Tu profites de la vie avec tes enfants pis ton chum. Tu ris, tu pleures, tu t’inquiètes.  Tu es une maman tout ce qu’il y a de plus normale.

Tu vis des sautes d’humeur, comme toutes les femmes. Tu les gères généralement assez bien. Des fois, ta famille te tape sur les nerfs. D’autres fois, tu vois bien que c’est toi qui leur tapes sur les nerfs. Mais ça se règle et la joie revient.

Jusque-là, tout va bien.

Mais un bon jour, quelque chose d’insidieux naît en toi. Quelque chose que tu combats, que tu ne veux pas laisser aller. Quelque chose qui te change.

Tu deviens la mère en colère. Cette mère que tu ne veux pas voir. Cette mère qui te fait honte. Mais cette mère existe en toi. Et des fois, elle prend le dessus sur ta belle joie de vivre.

Certains jours, tu te sens totalement incomprise. Tu as l’impression de ramer à contresens dans ta propre vie. Ton chum ne saisit pas ce que tu voudrais qu’il fasse pour t’aider. Tu te sens seule avec la charge immense de toute la maisonnée. Pis lui, tu as beau lui répéter, tu as le sentiment qu’il ne comprendra jamais. Ces jours-là, tu voudrais crier, mais tu ravales ta colère. Et elle te fait un nœud dans le ventre.

Certains matins, tu trouves que rien ne va assez vite pour toi. Les enfants reculent au lieu d’avancer. Tu cours comme une folle pour pouvoir réussir à arriver dans le temps, qui lui, continue d’avancer. La routine devient tellement lourde à porter pour toi, que tu sens que ta soupape est sur le bord de sauter. Et ces matins-là, elle saute. Ta colère s’exprime à coup d’impatience mal placée. Et tes enfants ne comprennent pas pourquoi maman est si fâchée.

D’autres jours, tu te sens complètement dépassée par les événements. Trop de travail, trop de devoirs, trop de lavage, trop de tout. Pis tu sens que tu n’es plus capable de le gérer. Tu te sens ensevelie dans ton propre quotidien. Toutes ces tâches qui s’accumulent, toutes ces listes dont tu ne vois jamais le bout. Ces jours-là, la colère te brûle l’intérieur. Cette colère qui te fait remettre en question la vie que tu as choisie.

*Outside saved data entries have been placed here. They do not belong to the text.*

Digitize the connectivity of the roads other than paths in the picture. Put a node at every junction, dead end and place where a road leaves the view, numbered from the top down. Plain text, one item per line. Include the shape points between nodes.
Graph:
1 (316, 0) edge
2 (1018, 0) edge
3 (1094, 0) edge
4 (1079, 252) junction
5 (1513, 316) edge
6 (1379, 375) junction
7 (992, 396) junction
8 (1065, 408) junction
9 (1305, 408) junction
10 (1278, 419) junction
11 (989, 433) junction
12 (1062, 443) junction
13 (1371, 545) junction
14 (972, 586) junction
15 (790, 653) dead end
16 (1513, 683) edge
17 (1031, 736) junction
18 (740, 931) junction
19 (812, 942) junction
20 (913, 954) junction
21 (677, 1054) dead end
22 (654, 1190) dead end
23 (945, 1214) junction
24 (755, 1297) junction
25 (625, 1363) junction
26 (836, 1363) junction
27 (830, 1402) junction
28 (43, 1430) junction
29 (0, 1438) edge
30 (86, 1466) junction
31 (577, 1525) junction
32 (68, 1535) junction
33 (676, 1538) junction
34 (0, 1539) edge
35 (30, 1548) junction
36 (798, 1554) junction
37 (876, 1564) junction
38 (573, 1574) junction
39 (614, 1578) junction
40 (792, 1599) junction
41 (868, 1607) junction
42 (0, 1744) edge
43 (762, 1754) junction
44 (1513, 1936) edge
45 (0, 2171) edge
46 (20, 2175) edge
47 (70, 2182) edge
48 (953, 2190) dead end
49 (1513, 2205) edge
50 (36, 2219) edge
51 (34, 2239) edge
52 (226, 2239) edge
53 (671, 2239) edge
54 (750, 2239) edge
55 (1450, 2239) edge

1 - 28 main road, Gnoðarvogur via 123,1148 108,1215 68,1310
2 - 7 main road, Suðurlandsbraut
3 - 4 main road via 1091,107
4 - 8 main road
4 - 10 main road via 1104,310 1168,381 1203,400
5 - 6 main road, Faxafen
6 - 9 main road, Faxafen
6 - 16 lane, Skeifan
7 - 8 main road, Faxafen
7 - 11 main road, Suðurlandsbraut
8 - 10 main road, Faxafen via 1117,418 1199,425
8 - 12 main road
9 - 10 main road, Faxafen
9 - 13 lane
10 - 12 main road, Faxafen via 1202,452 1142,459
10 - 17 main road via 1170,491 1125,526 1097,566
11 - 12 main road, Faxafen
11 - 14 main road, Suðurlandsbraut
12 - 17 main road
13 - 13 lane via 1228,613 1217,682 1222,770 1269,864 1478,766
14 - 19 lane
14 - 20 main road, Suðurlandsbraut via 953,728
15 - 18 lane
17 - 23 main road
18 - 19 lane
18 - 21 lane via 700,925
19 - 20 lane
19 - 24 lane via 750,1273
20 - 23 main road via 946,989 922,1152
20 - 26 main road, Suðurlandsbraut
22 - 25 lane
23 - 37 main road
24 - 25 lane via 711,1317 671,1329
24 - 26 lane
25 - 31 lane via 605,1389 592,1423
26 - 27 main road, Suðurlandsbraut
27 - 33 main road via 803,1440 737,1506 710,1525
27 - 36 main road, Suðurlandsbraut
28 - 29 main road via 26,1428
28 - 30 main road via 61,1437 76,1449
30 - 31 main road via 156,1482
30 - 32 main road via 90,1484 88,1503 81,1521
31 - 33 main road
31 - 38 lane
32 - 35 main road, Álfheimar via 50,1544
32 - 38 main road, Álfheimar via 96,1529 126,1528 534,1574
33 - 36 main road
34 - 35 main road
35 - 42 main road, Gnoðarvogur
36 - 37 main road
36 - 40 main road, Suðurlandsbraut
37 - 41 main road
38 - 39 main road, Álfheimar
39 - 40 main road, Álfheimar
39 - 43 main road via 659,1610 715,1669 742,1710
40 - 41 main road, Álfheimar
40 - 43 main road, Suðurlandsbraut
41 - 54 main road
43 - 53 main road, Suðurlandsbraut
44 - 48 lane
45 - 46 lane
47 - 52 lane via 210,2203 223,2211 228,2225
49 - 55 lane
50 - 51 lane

Certains soirs, tu ne te sens pas à la hauteur. Tu considères que tu n’atteins pas les objectifs que tu t’étais fixés en devenant mère. Tu trouves que tu n’en fais pas assez pour le bonheur de tes enfants. Tu te compares et souvent, tu te perçois comme étant une bien mauvaise mère. Une mère qui ne fait pas les bons choix, une mère qui crie trop fort, une mère qui achète la paix. Ces soirs-là, tu es en colère contre toi-même. Et ça t’empêche de dormir tellement tu te détestes.

Certaines semaines, tu sacrerais toute ta vie là. Tu n’en peux plus d’entendre le mot maman répété des centaines de fois dans la même journée. Tu n’en peux plus de la conciliation travail-famille qui ne mène à rien à part être exténuée. Tu n’en peux plus de courir après les minutes pour pouvoir espérer en récupérer quelques-unes qui te permettraient de te reposer un peu. Tu n’en peux juste plus. Et ces semaines-là, tu hurles ta colère dans ta voiture lorsque les enfants sont enfin déposés à la garderie.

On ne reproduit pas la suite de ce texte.